**WORK INSTRUCTIONS:**
Say only how many lines in the entries below contain the word "Ruelle".

**DATA TO USE:**

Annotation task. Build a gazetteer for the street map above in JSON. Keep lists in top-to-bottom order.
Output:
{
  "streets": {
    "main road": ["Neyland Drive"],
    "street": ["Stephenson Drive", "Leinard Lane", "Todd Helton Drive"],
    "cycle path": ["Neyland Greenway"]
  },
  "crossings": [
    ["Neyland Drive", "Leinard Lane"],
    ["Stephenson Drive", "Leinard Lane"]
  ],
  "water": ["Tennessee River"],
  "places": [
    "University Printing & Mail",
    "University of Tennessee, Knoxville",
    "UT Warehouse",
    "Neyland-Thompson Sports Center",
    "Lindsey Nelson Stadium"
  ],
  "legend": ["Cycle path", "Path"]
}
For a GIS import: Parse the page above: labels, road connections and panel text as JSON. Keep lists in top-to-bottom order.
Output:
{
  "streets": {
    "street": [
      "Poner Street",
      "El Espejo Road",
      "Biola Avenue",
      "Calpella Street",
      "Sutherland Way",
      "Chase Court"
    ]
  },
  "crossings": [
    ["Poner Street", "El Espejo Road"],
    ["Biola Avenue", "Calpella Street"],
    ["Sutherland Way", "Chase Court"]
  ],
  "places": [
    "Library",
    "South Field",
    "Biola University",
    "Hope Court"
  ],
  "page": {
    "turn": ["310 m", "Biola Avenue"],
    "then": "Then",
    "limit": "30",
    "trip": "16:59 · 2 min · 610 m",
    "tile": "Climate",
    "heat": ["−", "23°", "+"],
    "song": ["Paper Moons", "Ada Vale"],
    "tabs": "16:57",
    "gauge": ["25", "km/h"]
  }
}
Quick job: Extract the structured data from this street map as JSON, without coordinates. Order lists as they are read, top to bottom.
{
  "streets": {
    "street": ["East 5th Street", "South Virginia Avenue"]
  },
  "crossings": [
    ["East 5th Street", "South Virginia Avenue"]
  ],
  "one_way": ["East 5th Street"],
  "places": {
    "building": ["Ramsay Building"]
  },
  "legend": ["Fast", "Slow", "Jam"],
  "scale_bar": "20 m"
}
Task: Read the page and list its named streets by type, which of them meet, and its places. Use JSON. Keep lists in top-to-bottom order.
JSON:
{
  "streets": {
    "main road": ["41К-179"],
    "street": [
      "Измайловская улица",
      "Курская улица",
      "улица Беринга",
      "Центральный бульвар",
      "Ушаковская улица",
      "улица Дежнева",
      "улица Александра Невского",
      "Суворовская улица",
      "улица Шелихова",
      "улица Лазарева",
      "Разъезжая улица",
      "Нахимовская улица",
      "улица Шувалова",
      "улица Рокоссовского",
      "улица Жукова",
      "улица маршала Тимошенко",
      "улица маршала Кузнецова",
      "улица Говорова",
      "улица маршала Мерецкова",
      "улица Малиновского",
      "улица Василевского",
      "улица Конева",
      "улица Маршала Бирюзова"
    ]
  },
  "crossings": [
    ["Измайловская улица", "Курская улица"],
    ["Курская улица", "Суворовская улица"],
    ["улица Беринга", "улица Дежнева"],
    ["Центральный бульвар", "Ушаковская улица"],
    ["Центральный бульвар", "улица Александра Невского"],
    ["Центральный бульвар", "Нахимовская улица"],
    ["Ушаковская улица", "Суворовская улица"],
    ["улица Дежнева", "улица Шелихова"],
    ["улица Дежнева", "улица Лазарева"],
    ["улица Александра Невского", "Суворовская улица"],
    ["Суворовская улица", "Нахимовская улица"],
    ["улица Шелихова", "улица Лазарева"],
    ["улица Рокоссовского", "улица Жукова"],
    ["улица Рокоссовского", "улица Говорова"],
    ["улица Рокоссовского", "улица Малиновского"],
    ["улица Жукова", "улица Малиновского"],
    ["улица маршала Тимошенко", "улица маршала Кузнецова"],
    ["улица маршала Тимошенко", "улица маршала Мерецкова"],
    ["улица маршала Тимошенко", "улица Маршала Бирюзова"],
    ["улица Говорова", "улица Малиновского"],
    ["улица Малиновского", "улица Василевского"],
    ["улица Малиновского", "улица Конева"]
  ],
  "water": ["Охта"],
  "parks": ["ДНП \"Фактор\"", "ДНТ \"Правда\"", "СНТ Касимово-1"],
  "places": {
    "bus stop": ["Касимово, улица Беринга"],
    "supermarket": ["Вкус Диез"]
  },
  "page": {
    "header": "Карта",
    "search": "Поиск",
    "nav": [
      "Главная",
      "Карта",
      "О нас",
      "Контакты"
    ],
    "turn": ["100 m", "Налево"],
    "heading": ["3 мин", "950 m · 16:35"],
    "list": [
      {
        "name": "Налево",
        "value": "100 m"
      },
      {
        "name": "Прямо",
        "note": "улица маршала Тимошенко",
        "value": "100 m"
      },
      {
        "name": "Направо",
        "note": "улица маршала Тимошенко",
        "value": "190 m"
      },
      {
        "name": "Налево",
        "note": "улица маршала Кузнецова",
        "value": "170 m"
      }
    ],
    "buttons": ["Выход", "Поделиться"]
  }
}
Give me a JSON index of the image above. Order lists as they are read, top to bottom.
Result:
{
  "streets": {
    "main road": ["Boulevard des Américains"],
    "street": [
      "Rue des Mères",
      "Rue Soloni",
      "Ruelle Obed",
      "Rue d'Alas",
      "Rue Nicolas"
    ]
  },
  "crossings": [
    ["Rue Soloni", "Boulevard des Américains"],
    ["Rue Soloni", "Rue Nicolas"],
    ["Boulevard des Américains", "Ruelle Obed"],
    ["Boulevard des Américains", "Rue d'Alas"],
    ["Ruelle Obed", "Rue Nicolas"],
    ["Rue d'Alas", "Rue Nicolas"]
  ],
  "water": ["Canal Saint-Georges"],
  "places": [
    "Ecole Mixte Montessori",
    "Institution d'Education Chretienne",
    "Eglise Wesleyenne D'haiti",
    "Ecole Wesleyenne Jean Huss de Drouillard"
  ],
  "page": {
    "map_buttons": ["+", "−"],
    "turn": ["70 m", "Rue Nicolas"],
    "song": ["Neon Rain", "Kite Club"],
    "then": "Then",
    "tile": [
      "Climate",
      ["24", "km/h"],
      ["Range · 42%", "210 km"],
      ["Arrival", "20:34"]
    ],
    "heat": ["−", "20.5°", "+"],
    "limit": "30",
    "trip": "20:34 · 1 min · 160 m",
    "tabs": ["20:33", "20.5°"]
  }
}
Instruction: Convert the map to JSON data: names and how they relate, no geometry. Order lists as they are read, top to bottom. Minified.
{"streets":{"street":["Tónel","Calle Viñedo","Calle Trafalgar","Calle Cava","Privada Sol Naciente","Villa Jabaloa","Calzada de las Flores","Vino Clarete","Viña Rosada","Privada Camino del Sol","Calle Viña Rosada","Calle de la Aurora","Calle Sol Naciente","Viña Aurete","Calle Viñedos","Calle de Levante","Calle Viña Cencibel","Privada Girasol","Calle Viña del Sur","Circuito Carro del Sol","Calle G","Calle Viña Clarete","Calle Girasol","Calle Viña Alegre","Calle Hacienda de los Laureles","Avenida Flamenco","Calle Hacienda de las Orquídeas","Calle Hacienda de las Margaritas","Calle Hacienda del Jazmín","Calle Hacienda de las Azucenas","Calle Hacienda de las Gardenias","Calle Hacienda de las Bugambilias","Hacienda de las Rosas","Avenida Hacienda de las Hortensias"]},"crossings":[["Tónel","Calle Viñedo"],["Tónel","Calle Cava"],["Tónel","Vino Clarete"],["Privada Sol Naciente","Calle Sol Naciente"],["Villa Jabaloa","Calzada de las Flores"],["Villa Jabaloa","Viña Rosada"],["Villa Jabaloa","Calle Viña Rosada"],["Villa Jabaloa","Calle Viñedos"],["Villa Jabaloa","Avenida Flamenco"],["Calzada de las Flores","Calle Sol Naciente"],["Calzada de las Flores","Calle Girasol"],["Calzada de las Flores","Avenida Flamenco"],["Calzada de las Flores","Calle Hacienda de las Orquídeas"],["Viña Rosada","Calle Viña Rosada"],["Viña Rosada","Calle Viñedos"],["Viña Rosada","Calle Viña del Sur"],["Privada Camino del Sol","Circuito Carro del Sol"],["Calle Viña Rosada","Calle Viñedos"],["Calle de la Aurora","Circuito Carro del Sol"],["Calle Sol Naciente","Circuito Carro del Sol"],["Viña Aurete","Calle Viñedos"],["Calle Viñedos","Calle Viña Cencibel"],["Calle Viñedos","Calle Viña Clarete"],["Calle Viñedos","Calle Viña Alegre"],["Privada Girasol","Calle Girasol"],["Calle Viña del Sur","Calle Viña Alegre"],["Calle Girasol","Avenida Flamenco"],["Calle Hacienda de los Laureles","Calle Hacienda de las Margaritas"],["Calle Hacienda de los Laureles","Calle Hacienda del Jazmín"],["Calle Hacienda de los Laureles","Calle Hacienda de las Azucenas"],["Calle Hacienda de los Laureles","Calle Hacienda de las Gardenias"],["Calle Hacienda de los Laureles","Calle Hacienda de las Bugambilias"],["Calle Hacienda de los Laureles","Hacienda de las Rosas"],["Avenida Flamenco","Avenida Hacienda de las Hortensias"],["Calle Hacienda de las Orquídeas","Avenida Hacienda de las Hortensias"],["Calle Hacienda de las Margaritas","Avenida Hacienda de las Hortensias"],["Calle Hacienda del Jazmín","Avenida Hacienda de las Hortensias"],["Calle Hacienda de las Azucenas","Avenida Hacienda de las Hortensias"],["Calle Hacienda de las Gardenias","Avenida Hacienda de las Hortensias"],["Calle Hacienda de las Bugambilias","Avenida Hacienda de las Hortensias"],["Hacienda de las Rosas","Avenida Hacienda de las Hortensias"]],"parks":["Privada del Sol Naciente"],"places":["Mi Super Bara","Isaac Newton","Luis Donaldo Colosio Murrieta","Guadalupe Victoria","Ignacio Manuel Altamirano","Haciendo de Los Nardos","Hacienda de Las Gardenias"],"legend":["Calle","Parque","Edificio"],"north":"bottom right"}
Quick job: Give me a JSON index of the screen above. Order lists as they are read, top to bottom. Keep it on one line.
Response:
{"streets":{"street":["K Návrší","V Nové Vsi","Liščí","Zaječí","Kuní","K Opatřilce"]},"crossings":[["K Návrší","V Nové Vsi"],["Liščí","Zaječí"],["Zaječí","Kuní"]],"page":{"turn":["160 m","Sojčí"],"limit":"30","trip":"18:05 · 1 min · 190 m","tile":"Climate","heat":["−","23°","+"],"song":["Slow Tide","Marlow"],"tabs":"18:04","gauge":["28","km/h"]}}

**TASK RESULT:**
3